El entorno, además, ya no es el mismo. Aquellos tiempos en que H. G.Wells escribió La guerra de los mundos vistos con ojos de hoy se nos antojan de un pesimismo algo ingenuo y casi reconfortante, sin que ello reste un ápice al valor inaugural de la novela, como tampoco a su primer libro, La máquina del tiempo, con el que consiguió un éxito fulminante.

El propio Wells es parte fundamental de esta visión. Ilustre fabianista, una de las formas más saludables del progresismo político inglés, se consideraba a sí mismo escritor o novelista filosófico, y así lo declara de modo expreso en la novela que da pie a la película, refiriéndose a su trasunto literario, puesto que el libro está escrito en primera persona supuestamente seis años después de los terribles sucesos.Y la cuestión tiene, como se verá, bastante trascendencia, pues caracteriza nada menos que al narrador, a aquel por el que conocemos la historia.
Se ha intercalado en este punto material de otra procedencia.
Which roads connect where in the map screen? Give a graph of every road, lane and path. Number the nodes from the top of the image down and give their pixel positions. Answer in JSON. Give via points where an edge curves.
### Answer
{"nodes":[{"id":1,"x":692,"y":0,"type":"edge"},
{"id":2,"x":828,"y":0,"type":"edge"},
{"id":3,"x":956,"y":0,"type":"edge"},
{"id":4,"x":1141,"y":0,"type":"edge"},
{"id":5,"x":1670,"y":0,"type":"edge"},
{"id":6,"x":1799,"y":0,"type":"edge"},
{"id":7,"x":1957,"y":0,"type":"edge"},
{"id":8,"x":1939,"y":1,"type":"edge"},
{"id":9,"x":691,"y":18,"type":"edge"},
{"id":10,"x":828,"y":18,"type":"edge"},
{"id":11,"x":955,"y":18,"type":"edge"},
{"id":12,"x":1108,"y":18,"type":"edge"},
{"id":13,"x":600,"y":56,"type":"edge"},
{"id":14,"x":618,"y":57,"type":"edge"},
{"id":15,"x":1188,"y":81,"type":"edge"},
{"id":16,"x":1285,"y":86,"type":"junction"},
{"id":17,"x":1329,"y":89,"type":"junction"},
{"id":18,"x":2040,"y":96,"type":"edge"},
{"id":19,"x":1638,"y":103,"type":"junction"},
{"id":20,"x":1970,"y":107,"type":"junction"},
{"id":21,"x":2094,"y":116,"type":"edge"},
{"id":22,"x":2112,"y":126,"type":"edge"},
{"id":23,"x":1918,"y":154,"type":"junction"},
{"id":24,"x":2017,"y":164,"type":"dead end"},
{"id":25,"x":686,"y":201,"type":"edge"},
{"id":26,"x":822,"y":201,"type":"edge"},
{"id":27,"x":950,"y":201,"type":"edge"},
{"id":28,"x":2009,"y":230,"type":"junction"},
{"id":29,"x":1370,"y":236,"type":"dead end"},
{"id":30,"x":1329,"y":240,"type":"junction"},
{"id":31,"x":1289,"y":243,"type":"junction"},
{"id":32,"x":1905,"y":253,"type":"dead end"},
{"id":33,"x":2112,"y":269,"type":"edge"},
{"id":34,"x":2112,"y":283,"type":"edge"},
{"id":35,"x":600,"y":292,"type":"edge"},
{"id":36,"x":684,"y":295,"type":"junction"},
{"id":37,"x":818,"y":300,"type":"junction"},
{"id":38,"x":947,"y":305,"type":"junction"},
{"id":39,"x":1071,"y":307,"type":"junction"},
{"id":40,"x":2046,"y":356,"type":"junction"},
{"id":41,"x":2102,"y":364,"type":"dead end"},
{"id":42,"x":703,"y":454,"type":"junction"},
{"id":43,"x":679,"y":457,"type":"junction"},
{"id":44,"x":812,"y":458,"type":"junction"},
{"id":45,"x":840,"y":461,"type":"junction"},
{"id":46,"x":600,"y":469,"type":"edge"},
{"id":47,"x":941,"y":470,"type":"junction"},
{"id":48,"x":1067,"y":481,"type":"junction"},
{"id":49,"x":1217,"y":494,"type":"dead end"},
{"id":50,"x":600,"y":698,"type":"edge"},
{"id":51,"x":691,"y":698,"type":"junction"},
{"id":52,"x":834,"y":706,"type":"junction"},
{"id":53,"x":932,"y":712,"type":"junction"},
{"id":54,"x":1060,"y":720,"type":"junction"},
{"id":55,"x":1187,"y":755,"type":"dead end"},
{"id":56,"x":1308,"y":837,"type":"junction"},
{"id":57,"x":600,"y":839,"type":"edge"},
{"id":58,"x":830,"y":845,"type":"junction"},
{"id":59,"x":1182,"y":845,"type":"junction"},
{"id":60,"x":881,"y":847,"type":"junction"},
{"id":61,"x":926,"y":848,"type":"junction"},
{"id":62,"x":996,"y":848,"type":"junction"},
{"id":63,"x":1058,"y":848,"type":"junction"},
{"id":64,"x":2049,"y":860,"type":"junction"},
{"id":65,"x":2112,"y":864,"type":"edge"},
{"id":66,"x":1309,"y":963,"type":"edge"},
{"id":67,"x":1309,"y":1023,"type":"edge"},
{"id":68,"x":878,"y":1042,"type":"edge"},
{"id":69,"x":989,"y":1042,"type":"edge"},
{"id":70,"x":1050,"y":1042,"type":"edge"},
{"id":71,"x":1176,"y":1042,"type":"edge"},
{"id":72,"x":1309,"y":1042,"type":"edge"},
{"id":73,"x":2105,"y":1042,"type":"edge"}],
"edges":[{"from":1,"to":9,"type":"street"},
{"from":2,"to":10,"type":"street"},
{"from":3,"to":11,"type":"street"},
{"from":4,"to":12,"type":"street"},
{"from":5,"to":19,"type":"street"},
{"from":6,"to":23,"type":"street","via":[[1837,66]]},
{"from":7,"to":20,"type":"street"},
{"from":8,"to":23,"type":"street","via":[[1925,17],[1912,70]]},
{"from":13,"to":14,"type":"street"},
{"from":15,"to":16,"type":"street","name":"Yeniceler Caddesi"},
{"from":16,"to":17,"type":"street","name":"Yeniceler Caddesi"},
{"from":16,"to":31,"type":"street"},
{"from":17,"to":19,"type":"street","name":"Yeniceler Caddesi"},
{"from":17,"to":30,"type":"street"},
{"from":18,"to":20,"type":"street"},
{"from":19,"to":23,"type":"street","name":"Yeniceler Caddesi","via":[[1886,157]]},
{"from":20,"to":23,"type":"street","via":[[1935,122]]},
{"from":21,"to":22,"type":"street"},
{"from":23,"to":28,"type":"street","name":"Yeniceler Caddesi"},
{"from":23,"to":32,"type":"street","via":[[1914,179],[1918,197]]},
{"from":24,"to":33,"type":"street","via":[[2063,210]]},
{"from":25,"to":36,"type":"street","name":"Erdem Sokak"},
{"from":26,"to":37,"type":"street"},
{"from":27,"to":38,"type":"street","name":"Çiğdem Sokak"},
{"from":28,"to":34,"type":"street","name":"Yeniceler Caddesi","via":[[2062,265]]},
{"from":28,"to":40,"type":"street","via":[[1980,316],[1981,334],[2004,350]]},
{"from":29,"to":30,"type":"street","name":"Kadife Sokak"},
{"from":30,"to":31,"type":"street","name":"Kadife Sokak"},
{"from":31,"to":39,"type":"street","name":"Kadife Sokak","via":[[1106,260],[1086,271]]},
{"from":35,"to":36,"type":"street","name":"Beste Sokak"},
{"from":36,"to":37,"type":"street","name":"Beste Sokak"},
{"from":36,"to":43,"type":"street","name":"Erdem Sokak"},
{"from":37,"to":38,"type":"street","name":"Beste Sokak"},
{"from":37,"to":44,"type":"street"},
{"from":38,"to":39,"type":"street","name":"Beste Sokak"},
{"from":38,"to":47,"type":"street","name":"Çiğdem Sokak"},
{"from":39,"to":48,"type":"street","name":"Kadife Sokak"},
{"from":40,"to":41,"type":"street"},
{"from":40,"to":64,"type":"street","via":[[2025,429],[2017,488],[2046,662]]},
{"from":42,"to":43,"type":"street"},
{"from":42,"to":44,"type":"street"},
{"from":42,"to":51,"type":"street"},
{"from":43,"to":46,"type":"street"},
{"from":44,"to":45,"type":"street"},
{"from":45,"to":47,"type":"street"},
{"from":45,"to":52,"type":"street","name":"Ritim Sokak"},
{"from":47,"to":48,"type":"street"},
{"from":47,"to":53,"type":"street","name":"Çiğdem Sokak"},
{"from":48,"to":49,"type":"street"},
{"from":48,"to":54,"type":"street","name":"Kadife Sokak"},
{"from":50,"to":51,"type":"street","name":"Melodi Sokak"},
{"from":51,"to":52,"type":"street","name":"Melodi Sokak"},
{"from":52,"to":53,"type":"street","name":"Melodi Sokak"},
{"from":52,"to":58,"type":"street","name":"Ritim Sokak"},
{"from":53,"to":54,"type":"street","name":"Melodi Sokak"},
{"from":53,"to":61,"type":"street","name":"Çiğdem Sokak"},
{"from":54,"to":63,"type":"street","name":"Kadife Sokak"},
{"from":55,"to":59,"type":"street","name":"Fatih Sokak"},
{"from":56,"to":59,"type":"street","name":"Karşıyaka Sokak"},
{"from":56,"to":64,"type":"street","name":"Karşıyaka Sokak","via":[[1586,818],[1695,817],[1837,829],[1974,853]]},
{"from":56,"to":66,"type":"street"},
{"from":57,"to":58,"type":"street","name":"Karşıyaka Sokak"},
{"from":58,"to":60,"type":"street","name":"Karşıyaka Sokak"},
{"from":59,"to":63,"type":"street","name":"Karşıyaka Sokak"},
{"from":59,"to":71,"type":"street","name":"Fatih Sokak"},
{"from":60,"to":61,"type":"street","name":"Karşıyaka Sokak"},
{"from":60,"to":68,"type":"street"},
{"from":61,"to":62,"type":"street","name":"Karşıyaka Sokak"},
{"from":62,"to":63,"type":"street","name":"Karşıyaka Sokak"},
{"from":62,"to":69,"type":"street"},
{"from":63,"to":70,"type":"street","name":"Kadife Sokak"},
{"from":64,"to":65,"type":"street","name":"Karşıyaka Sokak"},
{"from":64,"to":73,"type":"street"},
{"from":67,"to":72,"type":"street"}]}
El escenario de los hechos es de modo muy principal la ciudad de Londres, capital del poderoso imperio británico que por entonces, finales del siglo XIX, contaba ya con seis millones de habitantes y era la ciudad más grande y –según escribe el propio Wells– más hermosa del mundo. «Britannia rules the waves», rezaba el himno del imperio –Britania domina los mares–, poético eufemismo que quería decir en realidad que la Gran Bretaña dominaba el mundo.Africanos, indios, antillanos, asiáticos, millones de personas en los cinco continentes eran súbditos obligados de su Graciosa Majestad.

En ese contexto, la invasión marciana tenía por fuerza que atacar a la capital de ese imperio, por la misma razón que aquel ovejero –encarnado por Glenn Ford en un discreto western–, al llegar a una población dominada por rancheros contrarios a la cría de ovejas, desafiaba al vaquero más rápido con las pistolas y al más contundente con los puños. Una vez que hubo derrotado a ambos, silbó y, a su silbido, entraron en el pueblo sus rebaños de ovejas.Ya era el amo indiscutible.

Wells va, sin embargo, algo más allá y, buscando tanto remover las conciencias de sus confiados conciudadanos como un entendimiento mayor de los fenómenos de dominación de unos hombres sobre otros –al fin y al cabo el novelista amplía a tientas su conocimiento mientras escribe–, idea una situación límite con unos marcianos dueños de una civilización mucho más avanzada que la nuestra para los que la raza humana no es más importante que para nosotros el resto de los animales.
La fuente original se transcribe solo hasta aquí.